*** Block opens ***

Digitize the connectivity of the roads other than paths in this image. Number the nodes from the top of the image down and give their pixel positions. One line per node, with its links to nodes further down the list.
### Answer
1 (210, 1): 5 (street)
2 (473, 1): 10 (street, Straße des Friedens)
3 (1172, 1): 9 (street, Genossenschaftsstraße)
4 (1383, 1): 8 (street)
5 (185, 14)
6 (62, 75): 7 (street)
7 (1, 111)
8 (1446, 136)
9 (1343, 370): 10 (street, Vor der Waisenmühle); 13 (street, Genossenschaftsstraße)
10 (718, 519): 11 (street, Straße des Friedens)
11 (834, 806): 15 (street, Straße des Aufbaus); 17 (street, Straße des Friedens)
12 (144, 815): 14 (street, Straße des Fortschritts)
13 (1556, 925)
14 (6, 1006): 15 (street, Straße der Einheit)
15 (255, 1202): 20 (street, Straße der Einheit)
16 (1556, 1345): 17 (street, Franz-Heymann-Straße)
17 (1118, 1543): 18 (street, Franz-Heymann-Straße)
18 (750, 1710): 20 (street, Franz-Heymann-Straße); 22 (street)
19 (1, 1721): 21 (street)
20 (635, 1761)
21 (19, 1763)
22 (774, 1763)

*** Block closes ***
*** Block opens ***

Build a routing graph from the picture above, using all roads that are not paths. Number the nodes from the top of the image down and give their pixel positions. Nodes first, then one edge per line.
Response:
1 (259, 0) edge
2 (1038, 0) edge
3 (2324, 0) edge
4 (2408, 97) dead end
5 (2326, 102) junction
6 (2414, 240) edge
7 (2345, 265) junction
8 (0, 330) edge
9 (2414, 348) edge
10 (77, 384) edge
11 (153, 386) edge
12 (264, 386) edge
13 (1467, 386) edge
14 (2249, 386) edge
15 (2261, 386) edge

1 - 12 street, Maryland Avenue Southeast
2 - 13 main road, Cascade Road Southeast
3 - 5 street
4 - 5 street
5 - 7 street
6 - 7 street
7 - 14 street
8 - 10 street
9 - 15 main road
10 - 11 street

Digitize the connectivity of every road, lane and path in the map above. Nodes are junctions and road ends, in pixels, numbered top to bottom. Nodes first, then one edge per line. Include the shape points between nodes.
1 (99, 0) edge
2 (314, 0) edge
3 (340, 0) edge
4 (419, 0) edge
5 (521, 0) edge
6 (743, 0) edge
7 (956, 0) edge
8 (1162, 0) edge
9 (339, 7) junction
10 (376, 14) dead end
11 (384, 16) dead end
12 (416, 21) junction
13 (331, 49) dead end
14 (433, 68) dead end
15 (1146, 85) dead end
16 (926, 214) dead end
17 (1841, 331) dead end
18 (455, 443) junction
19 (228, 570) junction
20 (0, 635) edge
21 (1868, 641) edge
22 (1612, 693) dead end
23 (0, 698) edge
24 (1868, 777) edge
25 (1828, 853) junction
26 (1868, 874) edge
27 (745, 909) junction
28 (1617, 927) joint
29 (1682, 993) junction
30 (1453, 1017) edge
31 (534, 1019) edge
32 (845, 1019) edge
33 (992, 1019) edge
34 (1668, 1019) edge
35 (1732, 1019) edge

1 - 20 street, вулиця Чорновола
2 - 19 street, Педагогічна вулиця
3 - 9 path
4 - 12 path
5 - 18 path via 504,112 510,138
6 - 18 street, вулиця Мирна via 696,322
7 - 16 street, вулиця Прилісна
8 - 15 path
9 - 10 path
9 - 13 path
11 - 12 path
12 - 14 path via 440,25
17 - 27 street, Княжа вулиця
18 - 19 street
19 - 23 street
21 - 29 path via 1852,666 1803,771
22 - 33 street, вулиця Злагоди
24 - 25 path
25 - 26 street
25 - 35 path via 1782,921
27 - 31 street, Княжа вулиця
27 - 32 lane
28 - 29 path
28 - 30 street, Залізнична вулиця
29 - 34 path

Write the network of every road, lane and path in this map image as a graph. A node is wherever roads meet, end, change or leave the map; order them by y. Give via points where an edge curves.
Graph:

*** Block closes ***
*** Block opens ***

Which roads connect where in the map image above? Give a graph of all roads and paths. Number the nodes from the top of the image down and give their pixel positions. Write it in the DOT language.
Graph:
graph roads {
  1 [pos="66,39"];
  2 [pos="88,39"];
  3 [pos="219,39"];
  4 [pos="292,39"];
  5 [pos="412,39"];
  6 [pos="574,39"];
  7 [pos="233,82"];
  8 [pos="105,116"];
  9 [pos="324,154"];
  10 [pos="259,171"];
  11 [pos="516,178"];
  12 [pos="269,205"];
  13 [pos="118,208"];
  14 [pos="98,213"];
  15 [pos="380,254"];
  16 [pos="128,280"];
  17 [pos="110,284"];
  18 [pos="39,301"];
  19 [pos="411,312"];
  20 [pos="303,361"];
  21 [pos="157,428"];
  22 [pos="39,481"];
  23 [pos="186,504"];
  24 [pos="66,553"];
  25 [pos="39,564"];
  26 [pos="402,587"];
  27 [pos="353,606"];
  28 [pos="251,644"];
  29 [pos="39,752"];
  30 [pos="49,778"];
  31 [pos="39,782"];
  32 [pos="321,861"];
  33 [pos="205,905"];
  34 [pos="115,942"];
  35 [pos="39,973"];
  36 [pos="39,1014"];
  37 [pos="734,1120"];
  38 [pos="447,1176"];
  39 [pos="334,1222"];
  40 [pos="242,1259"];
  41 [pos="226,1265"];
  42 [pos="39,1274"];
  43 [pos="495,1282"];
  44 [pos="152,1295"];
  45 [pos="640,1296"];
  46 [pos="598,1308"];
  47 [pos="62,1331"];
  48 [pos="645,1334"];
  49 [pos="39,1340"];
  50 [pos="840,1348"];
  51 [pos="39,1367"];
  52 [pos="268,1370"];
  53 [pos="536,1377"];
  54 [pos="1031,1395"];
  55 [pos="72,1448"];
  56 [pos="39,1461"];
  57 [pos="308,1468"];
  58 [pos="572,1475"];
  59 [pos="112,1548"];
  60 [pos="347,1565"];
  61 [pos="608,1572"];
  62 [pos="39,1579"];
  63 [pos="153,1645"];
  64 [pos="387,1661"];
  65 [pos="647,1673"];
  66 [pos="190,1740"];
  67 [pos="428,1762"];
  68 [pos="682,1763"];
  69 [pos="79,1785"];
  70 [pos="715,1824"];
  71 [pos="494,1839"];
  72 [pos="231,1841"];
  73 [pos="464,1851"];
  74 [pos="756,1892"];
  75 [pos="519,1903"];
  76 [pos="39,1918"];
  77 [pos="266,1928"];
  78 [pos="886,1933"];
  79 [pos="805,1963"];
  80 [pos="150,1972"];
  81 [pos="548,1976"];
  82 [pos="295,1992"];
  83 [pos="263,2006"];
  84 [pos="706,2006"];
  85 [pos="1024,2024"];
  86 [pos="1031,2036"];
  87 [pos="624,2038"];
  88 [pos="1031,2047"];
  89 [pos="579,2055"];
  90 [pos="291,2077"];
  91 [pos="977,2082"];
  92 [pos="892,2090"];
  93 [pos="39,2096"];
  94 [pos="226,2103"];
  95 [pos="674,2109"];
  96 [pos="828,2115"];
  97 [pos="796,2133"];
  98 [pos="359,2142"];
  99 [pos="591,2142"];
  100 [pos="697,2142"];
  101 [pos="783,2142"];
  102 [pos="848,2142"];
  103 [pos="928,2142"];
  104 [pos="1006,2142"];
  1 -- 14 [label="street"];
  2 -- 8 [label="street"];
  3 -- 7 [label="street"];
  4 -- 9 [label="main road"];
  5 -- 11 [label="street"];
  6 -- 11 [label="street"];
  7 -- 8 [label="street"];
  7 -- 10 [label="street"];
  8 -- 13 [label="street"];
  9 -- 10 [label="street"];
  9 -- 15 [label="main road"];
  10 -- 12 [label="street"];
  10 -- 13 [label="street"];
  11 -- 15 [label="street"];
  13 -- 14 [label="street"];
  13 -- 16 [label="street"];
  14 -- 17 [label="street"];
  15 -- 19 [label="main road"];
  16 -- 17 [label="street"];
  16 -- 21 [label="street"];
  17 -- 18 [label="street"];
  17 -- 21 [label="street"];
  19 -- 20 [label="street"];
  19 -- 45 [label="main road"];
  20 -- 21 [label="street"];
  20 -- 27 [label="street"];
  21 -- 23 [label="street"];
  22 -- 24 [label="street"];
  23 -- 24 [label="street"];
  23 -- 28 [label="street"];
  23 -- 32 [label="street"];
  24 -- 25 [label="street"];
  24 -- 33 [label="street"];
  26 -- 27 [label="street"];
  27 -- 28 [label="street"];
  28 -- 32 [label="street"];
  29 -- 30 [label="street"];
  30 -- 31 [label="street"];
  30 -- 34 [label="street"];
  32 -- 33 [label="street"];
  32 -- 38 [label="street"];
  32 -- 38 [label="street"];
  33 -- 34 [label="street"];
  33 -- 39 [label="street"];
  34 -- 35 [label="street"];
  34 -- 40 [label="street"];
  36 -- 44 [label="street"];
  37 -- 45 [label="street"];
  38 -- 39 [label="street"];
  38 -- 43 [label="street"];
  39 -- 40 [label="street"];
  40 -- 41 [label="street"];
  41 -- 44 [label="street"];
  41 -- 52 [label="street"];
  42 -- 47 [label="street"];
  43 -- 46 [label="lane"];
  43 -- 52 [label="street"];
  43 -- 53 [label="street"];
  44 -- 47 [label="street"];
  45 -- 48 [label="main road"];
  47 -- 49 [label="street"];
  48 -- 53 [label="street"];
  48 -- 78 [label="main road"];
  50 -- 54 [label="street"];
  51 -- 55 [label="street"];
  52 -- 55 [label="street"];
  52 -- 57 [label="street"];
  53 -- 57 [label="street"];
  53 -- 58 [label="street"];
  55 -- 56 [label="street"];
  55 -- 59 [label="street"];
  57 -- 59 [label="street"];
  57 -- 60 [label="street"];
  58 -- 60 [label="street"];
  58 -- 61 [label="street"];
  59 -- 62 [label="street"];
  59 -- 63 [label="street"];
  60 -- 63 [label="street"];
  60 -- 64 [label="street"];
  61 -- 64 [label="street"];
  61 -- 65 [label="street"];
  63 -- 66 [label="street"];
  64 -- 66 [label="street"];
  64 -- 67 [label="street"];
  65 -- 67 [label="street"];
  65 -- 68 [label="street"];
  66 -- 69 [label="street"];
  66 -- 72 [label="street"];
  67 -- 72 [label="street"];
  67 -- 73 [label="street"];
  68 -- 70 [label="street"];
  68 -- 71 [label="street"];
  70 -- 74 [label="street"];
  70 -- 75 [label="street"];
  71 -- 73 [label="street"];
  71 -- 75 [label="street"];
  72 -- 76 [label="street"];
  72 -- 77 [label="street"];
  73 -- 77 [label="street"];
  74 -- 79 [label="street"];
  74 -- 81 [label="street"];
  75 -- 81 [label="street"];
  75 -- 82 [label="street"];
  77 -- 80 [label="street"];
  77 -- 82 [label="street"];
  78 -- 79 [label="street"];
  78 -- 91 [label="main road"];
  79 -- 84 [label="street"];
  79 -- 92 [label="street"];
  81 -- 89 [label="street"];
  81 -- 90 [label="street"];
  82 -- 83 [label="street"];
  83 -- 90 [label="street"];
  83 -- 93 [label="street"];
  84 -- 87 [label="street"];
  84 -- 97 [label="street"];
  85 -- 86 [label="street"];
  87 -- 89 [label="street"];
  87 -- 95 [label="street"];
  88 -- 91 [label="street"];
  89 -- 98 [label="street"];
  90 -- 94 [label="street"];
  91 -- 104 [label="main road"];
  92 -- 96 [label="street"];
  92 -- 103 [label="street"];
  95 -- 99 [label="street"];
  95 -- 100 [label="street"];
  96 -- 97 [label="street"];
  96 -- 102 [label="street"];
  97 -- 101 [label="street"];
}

*** Block closes ***

**TASK INSTRUCTIONS**
Identify each line in the entries with the word "image" and copy it.

**ANSWER FOR THE TASK**
Digitize the connectivity of the roads other than paths in this image. Number the nodes from the top of the image down and give their pixel positions. One line per node, with its links to nodes further down the list.
Build a routing graph from the picture above, using all roads that are not paths. Number the nodes from the top of the image down and give their pixel positions. Nodes first, then one edge per line.
Write the network of every road, lane and path in this map image as a graph. A node is wherever roads meet, end, change or leave the map; order them by y. Give via points where an edge curves.
Which roads connect where in the map image above? Give a graph of all roads and paths. Number the nodes from the top of the image down and give their pixel positions. Write it in the DOT language.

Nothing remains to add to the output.